Canterbury DHB
Check FBC, U&E and LFT weekly for the first 4 weeks, and then at least fortnightly until a complete haematological response (CHR) is achieved and confirmed.
Then check FBC and biochemistry profile at least every 3 months.
qRT-PCR for BCR-ABL is best assessed according to the International Scale as the ratio of BCR---ABL1 transcripts to ABL1 transcripts. It is expressed and reported as BCR---ABL1 % on a log scale as a reduction below the standard baseline.
Check qRT-PCR every 3 months for the first 3 years (during highest risk of disease progression). If a major molecular response (MMR) is achieved and confirmed and there are no concerns regarding compliance, consider reducing to 6 monthly. If there is concern about loss of response, repeat PCR as soon as possible.
See London Cancer CML Guidelines4 table on page 5.
Refer to patients with undetectable transcripts as having 'molecularly undetectable leukaemia' and specify the number of the control gene transcript copies.

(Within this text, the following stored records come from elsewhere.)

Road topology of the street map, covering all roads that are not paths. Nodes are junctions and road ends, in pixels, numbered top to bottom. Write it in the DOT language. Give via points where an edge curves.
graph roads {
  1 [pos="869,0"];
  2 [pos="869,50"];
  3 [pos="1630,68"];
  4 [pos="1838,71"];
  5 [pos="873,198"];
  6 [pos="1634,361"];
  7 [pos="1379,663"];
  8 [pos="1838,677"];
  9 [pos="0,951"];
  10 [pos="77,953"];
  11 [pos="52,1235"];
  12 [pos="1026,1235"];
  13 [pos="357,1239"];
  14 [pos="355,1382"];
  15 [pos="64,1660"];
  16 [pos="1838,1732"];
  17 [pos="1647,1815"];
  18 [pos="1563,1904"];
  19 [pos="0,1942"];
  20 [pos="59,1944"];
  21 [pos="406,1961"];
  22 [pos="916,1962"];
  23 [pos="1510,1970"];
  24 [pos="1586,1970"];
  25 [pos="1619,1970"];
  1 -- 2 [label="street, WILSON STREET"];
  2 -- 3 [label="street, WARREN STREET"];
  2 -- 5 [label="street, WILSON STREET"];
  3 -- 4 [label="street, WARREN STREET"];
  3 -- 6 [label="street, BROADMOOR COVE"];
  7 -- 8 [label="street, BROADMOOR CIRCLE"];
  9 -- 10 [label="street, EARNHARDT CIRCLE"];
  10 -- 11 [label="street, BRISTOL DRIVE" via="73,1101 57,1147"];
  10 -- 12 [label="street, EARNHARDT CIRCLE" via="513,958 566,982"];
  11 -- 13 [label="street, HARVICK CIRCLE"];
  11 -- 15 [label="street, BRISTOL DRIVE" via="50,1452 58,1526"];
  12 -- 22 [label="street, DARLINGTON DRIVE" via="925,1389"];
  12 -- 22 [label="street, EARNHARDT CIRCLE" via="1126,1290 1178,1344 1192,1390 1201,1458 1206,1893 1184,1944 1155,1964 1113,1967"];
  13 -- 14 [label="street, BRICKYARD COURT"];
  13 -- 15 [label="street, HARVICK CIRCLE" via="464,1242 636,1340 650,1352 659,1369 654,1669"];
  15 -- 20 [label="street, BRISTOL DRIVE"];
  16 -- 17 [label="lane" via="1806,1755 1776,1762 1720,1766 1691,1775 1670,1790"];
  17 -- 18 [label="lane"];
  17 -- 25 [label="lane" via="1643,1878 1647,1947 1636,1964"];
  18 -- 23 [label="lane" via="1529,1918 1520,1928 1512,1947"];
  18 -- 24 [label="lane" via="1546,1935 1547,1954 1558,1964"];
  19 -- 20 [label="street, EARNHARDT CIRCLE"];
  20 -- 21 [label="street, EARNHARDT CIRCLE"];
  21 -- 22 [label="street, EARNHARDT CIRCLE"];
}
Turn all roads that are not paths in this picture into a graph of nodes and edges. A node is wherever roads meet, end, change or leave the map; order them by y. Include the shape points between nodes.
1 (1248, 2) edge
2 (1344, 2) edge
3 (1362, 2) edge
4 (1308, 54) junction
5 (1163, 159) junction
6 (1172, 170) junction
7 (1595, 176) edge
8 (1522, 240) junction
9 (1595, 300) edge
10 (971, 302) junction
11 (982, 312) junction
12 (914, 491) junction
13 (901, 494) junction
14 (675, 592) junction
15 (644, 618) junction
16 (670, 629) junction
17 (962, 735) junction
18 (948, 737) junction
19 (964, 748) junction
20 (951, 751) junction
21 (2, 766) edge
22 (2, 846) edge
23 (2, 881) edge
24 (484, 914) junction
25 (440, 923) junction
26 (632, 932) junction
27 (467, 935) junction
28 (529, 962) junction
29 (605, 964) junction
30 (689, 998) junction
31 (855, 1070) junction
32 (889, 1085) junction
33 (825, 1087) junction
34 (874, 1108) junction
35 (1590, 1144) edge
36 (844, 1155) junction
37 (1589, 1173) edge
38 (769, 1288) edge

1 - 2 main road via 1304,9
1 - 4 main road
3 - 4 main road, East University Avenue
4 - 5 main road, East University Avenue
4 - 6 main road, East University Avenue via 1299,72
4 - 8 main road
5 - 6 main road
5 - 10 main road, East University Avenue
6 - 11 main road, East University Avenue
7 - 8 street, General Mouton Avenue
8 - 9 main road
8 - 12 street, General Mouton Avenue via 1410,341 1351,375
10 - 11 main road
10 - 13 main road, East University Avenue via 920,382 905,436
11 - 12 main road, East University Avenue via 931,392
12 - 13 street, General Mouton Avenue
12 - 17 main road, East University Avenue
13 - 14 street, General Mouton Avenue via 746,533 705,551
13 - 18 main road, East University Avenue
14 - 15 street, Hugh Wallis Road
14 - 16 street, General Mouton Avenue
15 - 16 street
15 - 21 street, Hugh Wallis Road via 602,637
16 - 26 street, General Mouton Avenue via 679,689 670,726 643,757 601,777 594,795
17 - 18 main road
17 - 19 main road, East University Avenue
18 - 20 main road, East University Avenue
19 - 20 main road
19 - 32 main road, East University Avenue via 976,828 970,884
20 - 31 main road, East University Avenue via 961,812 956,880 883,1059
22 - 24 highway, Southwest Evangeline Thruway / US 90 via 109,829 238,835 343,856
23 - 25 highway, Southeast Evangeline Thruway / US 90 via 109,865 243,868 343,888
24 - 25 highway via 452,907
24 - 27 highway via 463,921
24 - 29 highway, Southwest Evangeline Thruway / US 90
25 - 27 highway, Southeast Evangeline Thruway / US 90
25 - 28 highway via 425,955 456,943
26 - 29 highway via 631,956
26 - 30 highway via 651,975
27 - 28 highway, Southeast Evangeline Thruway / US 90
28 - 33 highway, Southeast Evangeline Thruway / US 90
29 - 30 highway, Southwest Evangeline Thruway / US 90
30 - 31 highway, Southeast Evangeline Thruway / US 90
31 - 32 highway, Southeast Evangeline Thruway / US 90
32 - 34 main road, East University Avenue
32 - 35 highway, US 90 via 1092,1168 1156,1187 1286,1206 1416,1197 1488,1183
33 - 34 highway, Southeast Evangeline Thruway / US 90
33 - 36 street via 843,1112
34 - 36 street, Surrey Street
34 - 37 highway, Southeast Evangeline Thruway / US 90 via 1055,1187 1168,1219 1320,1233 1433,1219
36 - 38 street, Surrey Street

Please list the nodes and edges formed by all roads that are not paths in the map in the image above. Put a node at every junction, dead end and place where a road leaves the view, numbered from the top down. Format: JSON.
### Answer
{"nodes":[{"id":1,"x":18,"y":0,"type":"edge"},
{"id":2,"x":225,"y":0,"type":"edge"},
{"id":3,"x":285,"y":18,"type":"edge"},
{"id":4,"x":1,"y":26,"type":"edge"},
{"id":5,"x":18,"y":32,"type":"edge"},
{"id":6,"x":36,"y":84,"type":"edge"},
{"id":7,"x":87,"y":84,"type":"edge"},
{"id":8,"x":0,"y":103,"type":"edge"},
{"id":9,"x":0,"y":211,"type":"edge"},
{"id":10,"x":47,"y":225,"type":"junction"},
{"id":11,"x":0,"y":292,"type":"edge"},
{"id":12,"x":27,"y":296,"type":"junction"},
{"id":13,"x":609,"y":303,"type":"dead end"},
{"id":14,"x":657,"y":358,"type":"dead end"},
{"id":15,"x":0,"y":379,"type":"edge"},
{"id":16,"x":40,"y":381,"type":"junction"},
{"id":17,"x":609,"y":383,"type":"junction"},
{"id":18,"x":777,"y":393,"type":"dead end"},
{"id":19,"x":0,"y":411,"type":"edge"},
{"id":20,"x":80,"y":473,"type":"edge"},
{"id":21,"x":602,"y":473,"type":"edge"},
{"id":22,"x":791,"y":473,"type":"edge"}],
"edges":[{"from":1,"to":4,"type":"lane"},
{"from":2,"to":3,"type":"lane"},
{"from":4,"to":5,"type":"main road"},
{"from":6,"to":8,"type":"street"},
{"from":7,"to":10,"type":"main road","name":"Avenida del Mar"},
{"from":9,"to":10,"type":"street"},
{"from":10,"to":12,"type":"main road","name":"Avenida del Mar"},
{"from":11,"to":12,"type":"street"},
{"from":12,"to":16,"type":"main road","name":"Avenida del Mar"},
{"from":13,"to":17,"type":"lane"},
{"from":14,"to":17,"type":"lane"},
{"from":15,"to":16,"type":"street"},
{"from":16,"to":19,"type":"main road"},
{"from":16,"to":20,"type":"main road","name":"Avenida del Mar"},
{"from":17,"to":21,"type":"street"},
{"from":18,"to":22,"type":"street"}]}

Australasian and European LeukemiaNet guidelines (last updated 2013)5 recommend checking BM and cytogenetics (G-banding) at 3 months, 6 months, and then every 6 months or until a complete cytogenetic response (CCR) is achieved.
However, there is increasing validation of peripheral blood BCR-ABL PCR monitoring and experience in its use, along with a wish to spare patients the discomfort of multiple bone marrow biopsies. One practical option is to rely on q-PCR monitoring alone, with a low threshold for checking the patient’s bone marrow if the PCR response is not optimal. Patients whose PCR is ≥10% at 3 months have a significantly lower 8-year probability of overall survival (56.9% vs. 93.3%), and should be monitored more closely.
Check bone marrow, cytogenetic (G-banding) and mutation analysis if there is a loss of response, particularly if there is a need to consider changing therapy.